**Work request**
For the word "Thruway", count the lines in the records below that include it and give only that number.

[Stored entries]
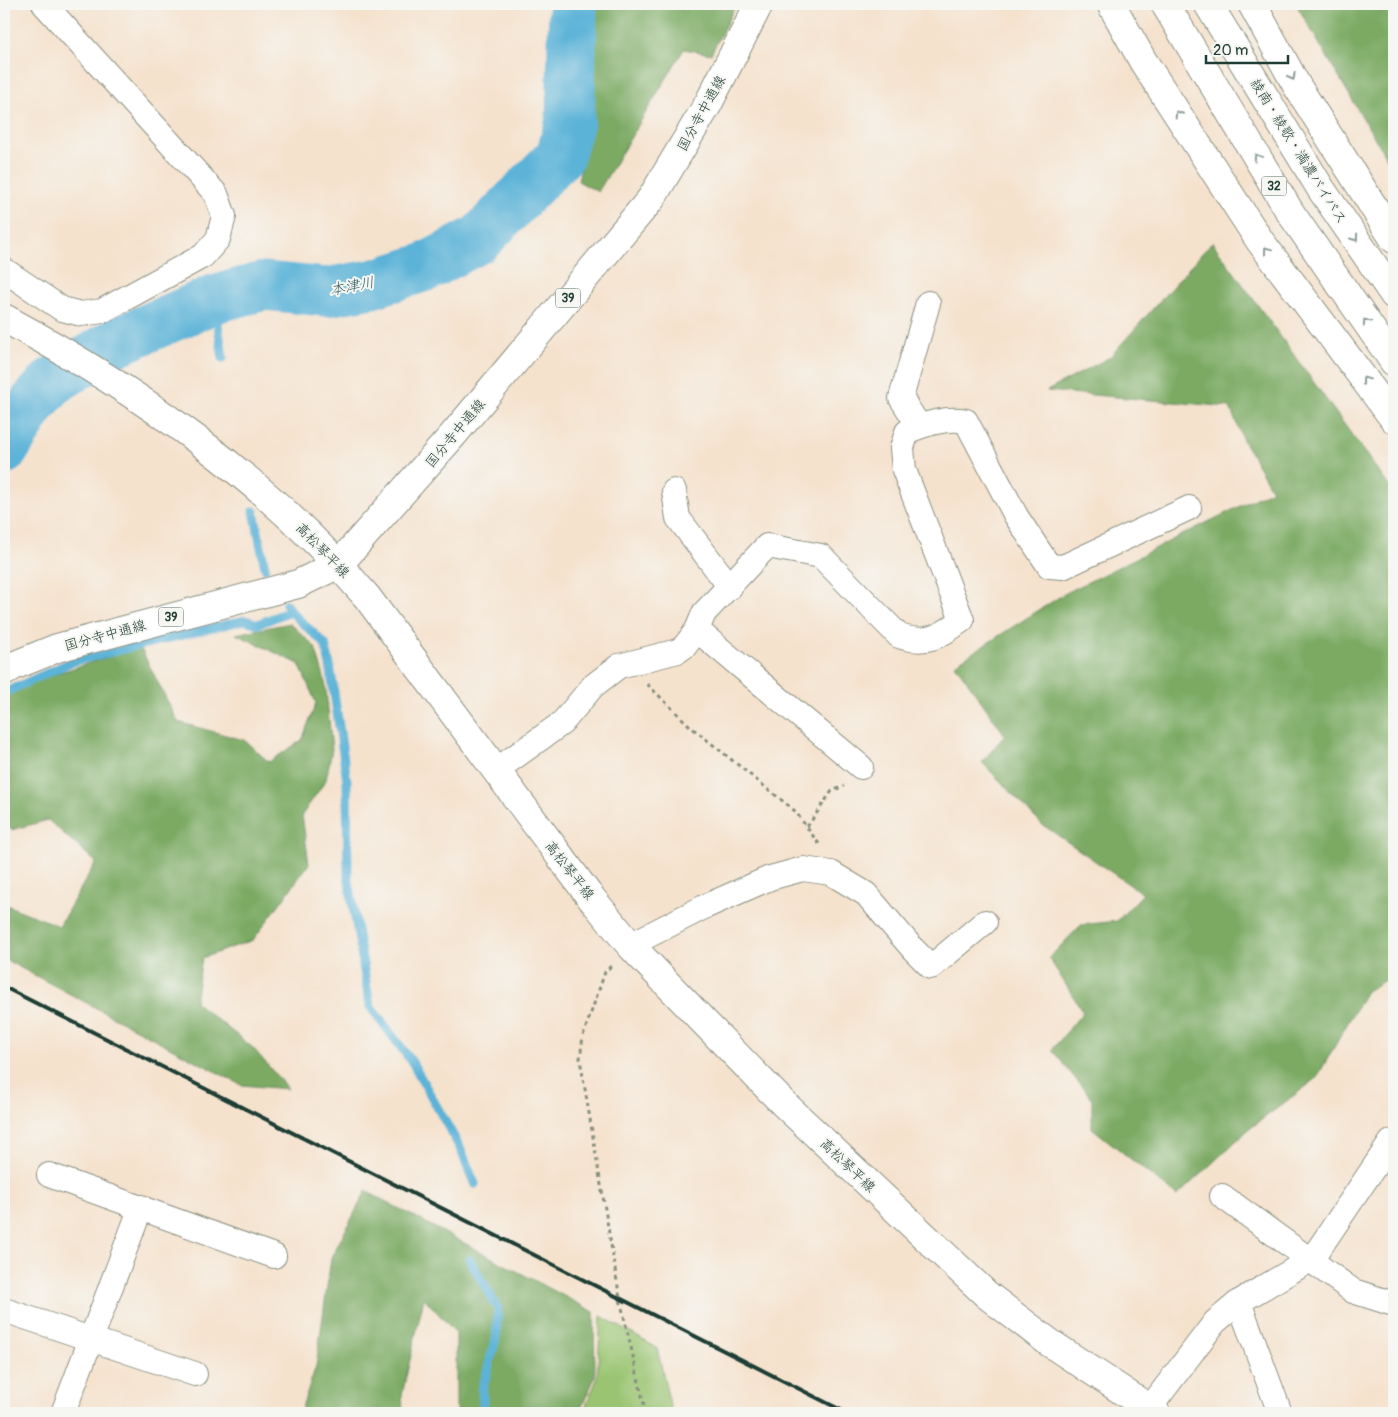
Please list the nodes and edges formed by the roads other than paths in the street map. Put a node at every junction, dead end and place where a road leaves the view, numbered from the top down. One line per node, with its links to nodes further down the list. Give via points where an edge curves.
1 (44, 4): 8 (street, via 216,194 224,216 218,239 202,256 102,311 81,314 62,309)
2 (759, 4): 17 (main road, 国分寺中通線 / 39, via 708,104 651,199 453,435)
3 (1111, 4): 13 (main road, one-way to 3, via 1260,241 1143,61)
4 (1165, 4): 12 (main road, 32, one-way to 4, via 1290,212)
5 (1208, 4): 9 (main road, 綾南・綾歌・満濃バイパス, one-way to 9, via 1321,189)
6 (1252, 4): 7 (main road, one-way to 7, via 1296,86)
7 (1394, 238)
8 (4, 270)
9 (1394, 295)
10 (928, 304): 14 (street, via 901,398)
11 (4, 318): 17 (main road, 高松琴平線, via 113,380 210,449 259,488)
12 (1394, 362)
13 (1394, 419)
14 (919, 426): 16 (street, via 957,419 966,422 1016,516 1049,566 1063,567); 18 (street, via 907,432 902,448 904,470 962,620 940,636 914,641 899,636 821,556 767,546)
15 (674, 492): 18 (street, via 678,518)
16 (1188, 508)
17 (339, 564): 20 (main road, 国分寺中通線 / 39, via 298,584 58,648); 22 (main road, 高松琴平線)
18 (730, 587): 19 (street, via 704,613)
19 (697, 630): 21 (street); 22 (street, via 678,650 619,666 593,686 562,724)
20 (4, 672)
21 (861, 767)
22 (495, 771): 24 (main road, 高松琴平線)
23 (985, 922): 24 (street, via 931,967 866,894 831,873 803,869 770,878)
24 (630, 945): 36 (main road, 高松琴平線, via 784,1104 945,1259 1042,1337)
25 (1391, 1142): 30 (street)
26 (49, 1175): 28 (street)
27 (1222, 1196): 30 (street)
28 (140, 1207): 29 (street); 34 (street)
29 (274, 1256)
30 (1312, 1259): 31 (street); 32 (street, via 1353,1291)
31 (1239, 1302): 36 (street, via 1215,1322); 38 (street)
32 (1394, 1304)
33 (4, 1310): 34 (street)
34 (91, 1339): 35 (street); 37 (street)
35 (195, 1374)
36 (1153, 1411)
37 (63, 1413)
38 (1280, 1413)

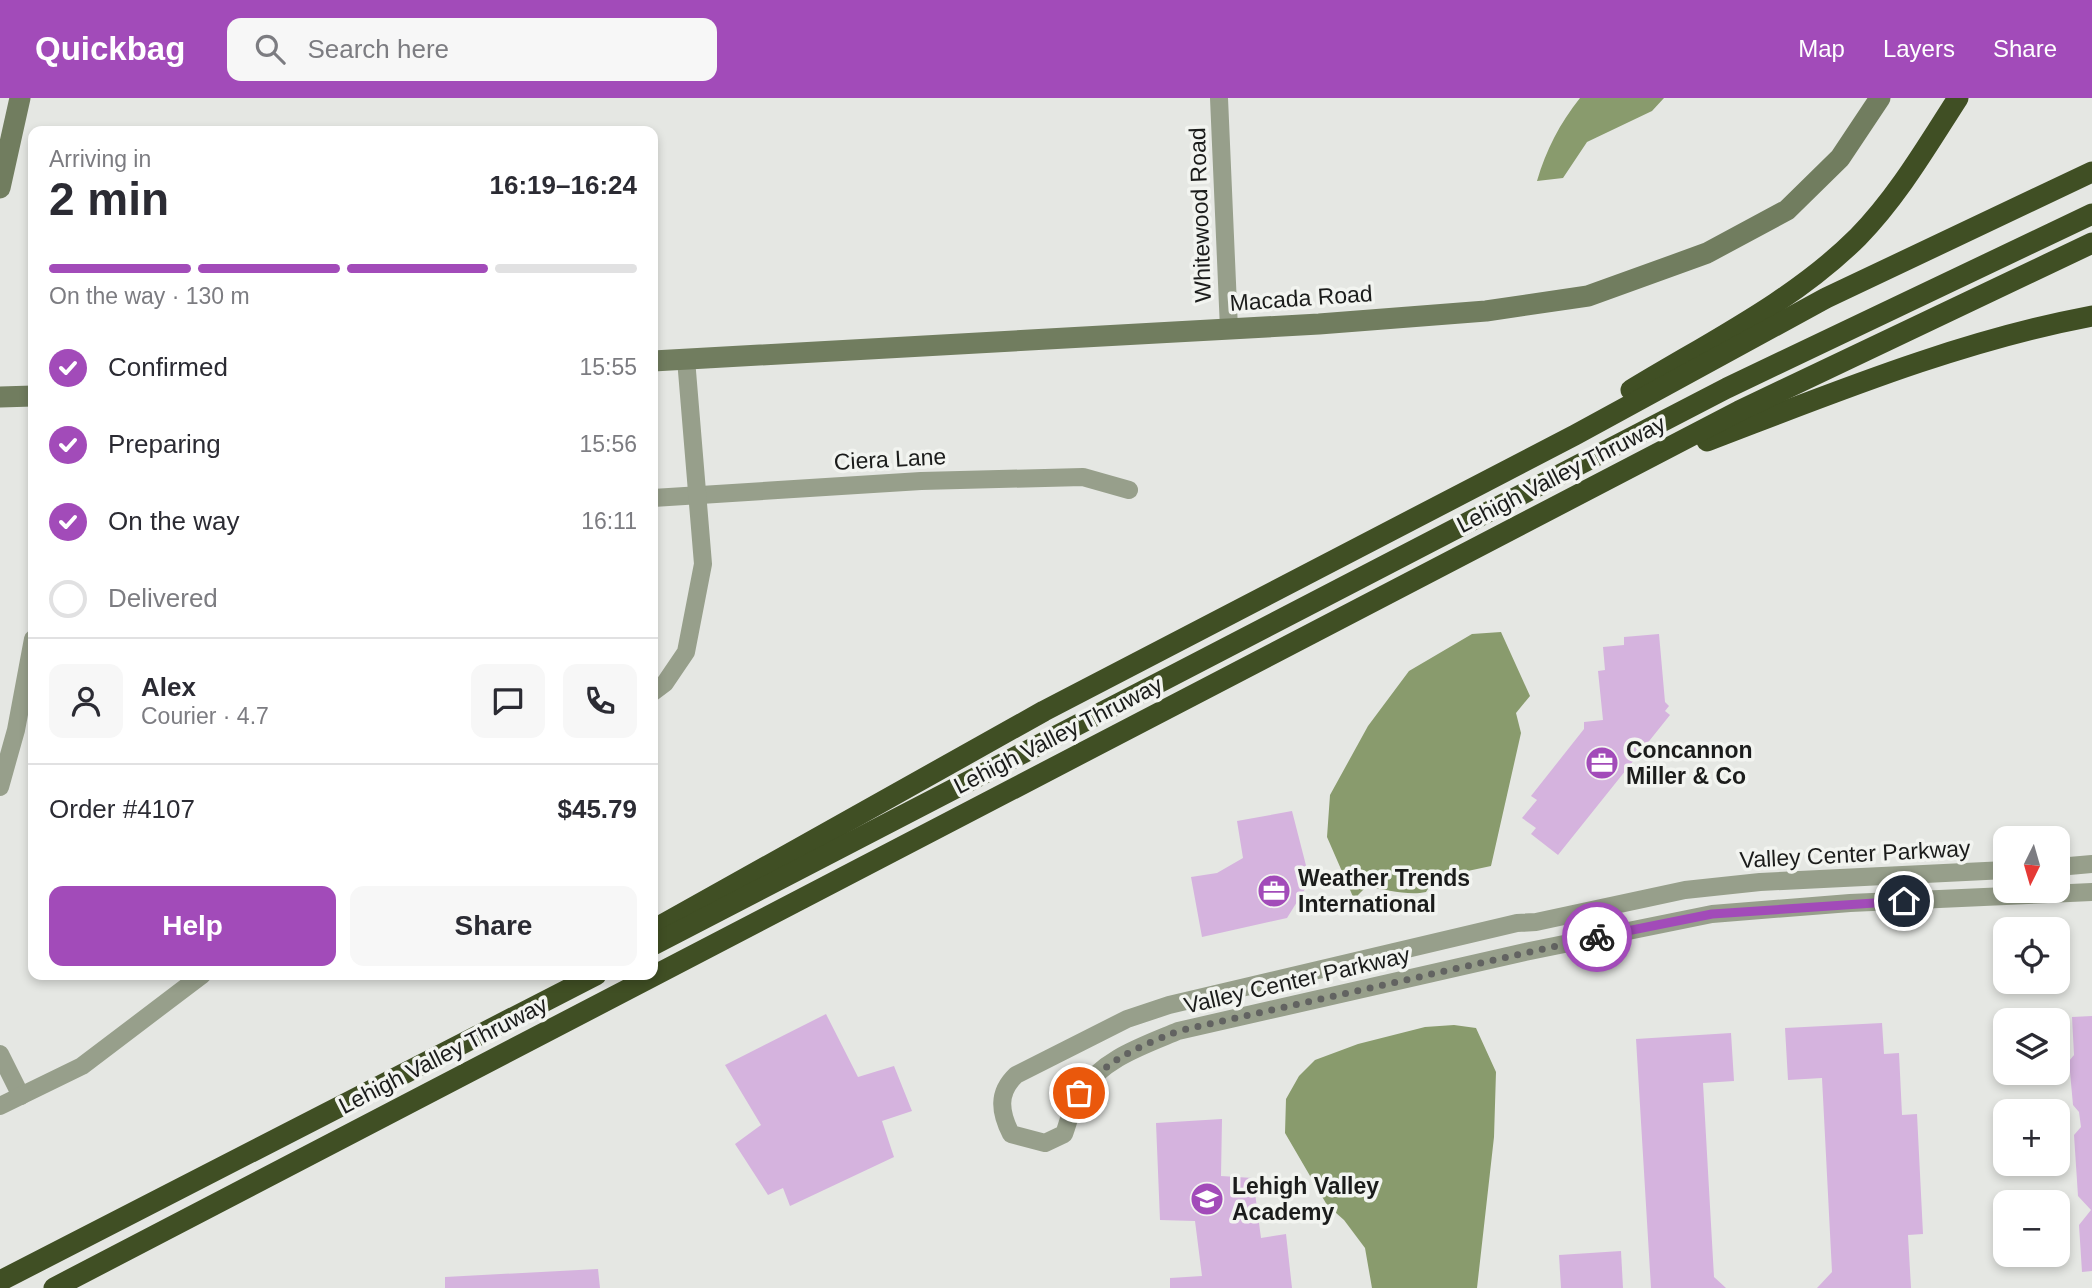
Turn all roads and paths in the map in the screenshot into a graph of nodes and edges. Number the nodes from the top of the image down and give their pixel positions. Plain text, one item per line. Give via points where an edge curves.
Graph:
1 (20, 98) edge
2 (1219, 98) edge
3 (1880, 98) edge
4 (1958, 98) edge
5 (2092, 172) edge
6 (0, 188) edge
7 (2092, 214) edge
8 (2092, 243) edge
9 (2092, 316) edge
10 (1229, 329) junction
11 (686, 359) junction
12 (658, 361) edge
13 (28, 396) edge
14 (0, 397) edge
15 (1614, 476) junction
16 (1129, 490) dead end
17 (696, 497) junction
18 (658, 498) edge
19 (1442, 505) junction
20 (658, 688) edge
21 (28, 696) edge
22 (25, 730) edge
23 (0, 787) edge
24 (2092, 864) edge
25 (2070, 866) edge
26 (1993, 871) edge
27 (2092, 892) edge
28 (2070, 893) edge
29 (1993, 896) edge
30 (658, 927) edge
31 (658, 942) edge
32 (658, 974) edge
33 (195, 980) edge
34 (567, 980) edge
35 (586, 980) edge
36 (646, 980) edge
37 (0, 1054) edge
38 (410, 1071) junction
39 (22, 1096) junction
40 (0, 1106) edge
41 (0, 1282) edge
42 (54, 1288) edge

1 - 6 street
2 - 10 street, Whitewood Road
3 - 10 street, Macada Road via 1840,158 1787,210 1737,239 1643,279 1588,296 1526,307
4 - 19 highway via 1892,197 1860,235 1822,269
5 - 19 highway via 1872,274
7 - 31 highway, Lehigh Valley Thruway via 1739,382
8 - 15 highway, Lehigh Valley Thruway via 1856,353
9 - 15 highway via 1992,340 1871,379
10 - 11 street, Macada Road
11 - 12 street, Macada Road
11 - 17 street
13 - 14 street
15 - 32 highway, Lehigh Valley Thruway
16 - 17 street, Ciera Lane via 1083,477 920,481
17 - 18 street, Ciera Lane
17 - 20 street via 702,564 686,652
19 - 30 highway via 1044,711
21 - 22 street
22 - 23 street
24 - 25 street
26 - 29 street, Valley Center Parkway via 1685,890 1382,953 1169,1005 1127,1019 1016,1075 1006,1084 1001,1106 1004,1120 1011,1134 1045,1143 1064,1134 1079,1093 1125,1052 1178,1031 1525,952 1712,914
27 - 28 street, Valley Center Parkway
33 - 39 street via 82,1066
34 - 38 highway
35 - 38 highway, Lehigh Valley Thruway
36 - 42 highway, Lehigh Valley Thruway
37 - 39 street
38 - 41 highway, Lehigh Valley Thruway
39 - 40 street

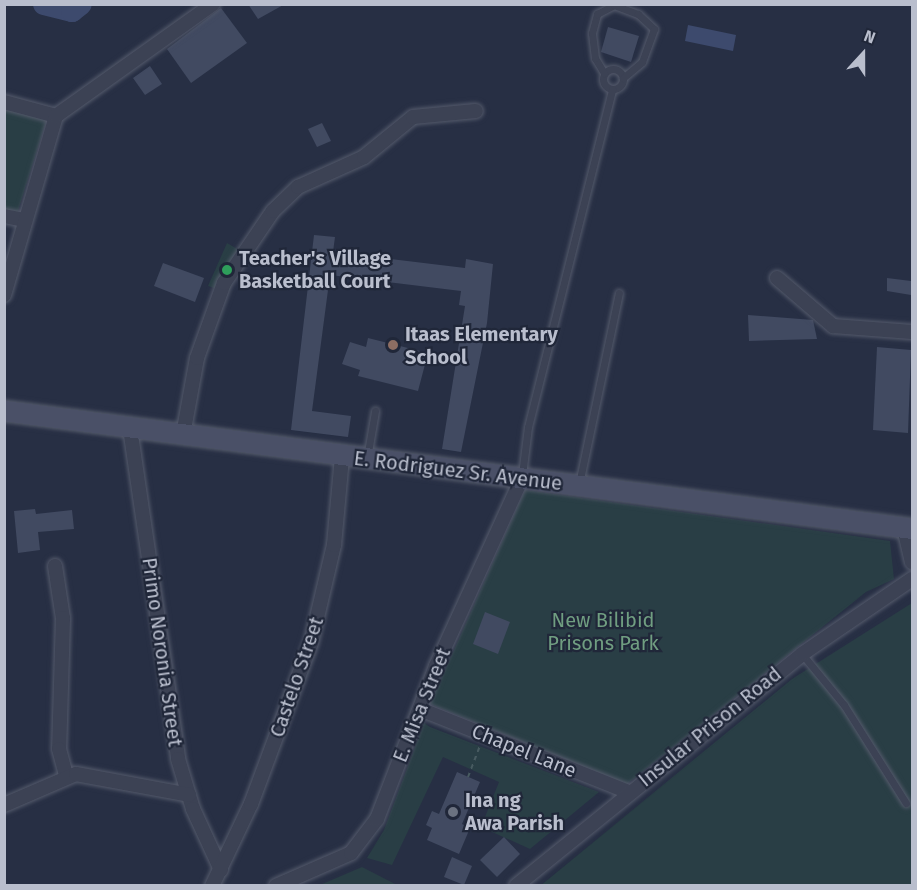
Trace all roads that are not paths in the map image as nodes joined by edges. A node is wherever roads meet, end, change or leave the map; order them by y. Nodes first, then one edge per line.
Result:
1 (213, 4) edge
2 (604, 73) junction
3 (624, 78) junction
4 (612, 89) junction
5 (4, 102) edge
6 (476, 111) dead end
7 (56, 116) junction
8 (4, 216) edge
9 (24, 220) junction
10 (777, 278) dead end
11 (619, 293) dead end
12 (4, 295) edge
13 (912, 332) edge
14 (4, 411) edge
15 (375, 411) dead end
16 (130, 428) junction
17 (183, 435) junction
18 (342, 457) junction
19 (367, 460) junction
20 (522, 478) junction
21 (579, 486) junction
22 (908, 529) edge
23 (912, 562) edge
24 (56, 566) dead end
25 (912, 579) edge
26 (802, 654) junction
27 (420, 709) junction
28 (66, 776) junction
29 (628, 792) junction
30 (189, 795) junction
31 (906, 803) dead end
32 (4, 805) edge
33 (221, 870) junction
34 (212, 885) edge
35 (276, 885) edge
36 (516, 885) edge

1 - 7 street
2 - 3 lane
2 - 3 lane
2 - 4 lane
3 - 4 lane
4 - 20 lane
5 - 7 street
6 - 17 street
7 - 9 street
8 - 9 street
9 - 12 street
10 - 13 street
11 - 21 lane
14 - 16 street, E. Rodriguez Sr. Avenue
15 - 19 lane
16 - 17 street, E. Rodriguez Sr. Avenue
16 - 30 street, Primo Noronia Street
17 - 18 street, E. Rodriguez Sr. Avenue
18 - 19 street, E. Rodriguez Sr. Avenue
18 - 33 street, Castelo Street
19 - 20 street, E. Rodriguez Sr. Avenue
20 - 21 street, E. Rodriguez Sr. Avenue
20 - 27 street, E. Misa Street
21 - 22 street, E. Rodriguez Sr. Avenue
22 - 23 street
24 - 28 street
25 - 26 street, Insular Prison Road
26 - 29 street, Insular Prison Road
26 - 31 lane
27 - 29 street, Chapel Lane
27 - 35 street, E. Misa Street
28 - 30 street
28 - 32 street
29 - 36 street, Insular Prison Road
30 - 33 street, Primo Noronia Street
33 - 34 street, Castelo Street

**Reply to the task**
6